**What to do**: Output every record again so that it matches the original word for word.

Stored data
--- START ---

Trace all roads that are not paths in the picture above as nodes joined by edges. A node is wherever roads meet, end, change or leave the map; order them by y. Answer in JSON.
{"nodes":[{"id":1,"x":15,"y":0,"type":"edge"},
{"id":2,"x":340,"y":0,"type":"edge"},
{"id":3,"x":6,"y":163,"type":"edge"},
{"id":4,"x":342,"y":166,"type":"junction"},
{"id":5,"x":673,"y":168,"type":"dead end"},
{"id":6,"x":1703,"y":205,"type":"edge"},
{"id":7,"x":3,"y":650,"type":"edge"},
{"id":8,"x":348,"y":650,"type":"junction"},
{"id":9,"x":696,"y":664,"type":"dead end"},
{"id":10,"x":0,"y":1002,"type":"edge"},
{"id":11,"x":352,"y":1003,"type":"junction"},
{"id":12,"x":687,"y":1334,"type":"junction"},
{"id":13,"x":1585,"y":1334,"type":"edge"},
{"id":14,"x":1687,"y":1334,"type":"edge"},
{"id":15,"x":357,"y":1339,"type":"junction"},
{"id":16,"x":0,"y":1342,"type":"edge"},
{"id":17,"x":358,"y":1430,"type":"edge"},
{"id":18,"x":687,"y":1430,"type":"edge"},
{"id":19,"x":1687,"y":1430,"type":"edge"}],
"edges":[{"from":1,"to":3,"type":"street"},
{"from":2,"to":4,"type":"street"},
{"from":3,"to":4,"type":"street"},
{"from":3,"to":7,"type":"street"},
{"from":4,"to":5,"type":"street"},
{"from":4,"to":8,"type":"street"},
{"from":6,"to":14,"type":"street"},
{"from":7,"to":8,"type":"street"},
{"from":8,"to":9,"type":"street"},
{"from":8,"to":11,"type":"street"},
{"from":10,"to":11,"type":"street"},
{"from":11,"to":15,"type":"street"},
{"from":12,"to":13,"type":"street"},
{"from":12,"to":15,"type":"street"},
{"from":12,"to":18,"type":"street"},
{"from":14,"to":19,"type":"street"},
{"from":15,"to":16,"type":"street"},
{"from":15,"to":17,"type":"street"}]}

--- END ---

**Response to this task**:
Trace all roads that are not paths in the picture above as nodes joined by edges. A node is wherever roads meet, end, change or leave the map; order them by y. Answer in JSON.
{"nodes":[{"id":1,"x":15,"y":0,"type":"edge"},
{"id":2,"x":340,"y":0,"type":"edge"},
{"id":3,"x":6,"y":163,"type":"edge"},
{"id":4,"x":342,"y":166,"type":"junction"},
{"id":5,"x":673,"y":168,"type":"dead end"},
{"id":6,"x":1703,"y":205,"type":"edge"},
{"id":7,"x":3,"y":650,"type":"edge"},
{"id":8,"x":348,"y":650,"type":"junction"},
{"id":9,"x":696,"y":664,"type":"dead end"},
{"id":10,"x":0,"y":1002,"type":"edge"},
{"id":11,"x":352,"y":1003,"type":"junction"},
{"id":12,"x":687,"y":1334,"type":"junction"},
{"id":13,"x":1585,"y":1334,"type":"edge"},
{"id":14,"x":1687,"y":1334,"type":"edge"},
{"id":15,"x":357,"y":1339,"type":"junction"},
{"id":16,"x":0,"y":1342,"type":"edge"},
{"id":17,"x":358,"y":1430,"type":"edge"},
{"id":18,"x":687,"y":1430,"type":"edge"},
{"id":19,"x":1687,"y":1430,"type":"edge"}],
"edges":[{"from":1,"to":3,"type":"street"},
{"from":2,"to":4,"type":"street"},
{"from":3,"to":4,"type":"street"},
{"from":3,"to":7,"type":"street"},
{"from":4,"to":5,"type":"street"},
{"from":4,"to":8,"type":"street"},
{"from":6,"to":14,"type":"street"},
{"from":7,"to":8,"type":"street"},
{"from":8,"to":9,"type":"street"},
{"from":8,"to":11,"type":"street"},
{"from":10,"to":11,"type":"street"},
{"from":11,"to":15,"type":"street"},
{"from":12,"to":13,"type":"street"},
{"from":12,"to":15,"type":"street"},
{"from":12,"to":18,"type":"street"},
{"from":14,"to":19,"type":"street"},
{"from":15,"to":16,"type":"street"},
{"from":15,"to":17,"type":"street"}]}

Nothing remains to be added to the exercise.